Exercise requirements: Report each line from the entries in which "Drive" can be found.

━━ Listed entries

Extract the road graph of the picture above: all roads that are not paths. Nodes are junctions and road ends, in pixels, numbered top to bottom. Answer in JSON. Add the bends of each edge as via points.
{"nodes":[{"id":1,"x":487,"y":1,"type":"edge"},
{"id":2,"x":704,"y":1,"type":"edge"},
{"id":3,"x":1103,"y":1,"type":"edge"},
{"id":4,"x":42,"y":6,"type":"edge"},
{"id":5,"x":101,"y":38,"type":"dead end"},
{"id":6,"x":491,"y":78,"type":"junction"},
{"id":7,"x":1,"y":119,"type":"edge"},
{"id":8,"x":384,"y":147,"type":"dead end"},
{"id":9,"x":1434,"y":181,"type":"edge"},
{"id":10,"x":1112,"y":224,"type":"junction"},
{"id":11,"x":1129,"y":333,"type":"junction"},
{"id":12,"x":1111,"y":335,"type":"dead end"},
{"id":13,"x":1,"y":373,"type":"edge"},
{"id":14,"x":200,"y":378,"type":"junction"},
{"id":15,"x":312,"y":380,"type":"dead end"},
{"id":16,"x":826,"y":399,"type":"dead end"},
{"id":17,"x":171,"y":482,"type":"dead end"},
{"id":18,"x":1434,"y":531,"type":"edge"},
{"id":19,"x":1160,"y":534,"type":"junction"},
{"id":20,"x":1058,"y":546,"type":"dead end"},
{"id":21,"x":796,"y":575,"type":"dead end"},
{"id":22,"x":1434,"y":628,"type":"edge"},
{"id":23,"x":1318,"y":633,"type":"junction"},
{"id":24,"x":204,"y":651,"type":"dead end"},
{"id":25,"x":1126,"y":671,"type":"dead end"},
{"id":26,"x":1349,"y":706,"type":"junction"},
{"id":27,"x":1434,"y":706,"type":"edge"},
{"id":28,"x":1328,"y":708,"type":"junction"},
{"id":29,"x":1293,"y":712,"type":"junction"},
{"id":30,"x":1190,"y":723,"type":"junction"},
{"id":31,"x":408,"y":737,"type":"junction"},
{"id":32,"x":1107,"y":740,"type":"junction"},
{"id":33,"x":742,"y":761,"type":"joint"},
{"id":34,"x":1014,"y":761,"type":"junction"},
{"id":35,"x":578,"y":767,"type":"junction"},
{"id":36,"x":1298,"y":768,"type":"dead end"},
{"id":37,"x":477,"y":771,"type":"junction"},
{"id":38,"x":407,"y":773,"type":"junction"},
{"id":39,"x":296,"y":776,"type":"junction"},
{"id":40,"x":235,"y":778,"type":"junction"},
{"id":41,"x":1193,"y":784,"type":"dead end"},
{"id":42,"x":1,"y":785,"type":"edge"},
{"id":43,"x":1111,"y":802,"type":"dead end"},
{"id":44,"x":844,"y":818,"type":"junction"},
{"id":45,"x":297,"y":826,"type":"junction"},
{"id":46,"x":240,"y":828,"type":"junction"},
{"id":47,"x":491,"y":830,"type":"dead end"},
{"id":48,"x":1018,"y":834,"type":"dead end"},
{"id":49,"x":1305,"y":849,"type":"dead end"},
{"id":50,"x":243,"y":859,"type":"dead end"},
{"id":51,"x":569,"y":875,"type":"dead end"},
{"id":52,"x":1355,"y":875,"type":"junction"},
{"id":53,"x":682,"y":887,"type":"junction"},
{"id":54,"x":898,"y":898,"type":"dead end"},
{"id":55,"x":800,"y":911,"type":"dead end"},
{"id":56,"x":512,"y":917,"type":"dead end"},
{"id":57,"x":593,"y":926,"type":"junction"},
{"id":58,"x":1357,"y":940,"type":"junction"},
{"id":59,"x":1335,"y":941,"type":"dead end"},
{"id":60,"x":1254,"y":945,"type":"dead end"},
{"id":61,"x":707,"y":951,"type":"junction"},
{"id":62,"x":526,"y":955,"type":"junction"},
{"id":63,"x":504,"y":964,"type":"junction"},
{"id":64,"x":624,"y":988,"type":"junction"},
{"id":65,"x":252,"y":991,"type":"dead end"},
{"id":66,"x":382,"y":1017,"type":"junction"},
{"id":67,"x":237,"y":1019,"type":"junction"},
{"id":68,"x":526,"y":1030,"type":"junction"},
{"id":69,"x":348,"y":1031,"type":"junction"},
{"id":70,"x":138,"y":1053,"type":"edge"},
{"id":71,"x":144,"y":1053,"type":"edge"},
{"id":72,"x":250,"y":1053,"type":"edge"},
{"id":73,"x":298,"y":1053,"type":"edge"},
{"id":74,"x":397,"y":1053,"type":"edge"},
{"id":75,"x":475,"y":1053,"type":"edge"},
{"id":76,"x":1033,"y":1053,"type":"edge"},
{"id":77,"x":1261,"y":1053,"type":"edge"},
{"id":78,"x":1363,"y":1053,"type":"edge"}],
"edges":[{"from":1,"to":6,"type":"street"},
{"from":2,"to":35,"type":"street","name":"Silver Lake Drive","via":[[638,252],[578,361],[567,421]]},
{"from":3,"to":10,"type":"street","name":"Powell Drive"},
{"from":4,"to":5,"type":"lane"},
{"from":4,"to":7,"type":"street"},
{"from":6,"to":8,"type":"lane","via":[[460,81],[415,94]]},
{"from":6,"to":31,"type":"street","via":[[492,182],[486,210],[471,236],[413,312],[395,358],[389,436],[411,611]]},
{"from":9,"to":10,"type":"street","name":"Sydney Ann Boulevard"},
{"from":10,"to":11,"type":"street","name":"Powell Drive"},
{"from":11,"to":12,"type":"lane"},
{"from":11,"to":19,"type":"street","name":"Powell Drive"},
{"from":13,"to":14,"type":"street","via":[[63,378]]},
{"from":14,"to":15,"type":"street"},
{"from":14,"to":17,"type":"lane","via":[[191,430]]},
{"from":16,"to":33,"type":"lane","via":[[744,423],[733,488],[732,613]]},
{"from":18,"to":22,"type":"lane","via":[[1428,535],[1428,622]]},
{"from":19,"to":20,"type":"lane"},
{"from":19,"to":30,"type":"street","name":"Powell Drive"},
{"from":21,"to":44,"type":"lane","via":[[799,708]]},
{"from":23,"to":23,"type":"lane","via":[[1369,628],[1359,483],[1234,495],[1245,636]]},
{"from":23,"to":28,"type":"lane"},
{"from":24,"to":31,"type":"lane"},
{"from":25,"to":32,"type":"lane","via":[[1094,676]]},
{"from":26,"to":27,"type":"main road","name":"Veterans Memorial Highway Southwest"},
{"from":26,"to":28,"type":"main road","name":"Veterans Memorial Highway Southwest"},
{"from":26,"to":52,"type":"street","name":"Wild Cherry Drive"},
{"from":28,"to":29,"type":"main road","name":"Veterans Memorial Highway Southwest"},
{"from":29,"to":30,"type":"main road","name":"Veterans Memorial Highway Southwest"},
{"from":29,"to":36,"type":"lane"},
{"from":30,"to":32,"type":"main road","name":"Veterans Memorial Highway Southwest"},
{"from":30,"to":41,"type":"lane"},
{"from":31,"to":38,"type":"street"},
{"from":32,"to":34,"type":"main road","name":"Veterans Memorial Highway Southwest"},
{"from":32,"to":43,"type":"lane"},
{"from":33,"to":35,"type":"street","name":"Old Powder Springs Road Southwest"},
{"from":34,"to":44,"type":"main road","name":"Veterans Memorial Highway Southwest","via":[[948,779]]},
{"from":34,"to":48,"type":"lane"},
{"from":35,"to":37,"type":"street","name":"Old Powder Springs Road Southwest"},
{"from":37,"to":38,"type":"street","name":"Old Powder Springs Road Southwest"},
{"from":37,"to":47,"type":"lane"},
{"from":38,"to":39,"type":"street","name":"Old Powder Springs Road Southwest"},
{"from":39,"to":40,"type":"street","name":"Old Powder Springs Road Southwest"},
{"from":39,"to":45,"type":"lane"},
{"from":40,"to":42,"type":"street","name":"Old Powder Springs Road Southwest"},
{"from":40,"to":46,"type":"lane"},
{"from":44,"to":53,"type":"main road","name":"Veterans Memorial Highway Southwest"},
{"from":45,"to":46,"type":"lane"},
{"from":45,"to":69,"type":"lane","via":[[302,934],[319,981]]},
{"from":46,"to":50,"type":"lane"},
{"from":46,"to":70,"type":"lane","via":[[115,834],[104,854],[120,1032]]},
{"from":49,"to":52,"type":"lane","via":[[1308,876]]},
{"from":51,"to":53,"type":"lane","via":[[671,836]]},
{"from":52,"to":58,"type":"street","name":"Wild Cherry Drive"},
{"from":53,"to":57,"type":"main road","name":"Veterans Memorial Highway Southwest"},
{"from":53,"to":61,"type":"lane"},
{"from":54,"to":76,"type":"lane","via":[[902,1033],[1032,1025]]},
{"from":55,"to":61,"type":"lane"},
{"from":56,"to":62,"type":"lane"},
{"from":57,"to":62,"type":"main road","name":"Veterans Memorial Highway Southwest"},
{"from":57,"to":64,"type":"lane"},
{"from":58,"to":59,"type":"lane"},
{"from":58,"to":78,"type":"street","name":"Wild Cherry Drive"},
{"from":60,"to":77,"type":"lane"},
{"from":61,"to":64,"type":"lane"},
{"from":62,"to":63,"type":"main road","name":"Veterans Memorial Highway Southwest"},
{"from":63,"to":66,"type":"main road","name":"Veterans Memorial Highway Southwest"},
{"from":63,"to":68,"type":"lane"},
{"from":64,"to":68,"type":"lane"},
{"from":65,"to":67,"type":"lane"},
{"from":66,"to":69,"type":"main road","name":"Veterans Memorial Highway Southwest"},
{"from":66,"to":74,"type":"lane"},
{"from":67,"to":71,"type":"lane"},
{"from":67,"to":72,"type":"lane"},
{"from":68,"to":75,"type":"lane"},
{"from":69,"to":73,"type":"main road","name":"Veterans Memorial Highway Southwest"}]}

━━━━

Answer to this task:
{"from":2,"to":35,"type":"street","name":"Silver Lake Drive","via":[[638,252],[578,361],[567,421]]},
{"from":3,"to":10,"type":"street","name":"Powell Drive"},
{"from":10,"to":11,"type":"street","name":"Powell Drive"},
{"from":11,"to":19,"type":"street","name":"Powell Drive"},
{"from":19,"to":30,"type":"street","name":"Powell Drive"},
{"from":26,"to":52,"type":"street","name":"Wild Cherry Drive"},
{"from":52,"to":58,"type":"street","name":"Wild Cherry Drive"},
{"from":58,"to":78,"type":"street","name":"Wild Cherry Drive"},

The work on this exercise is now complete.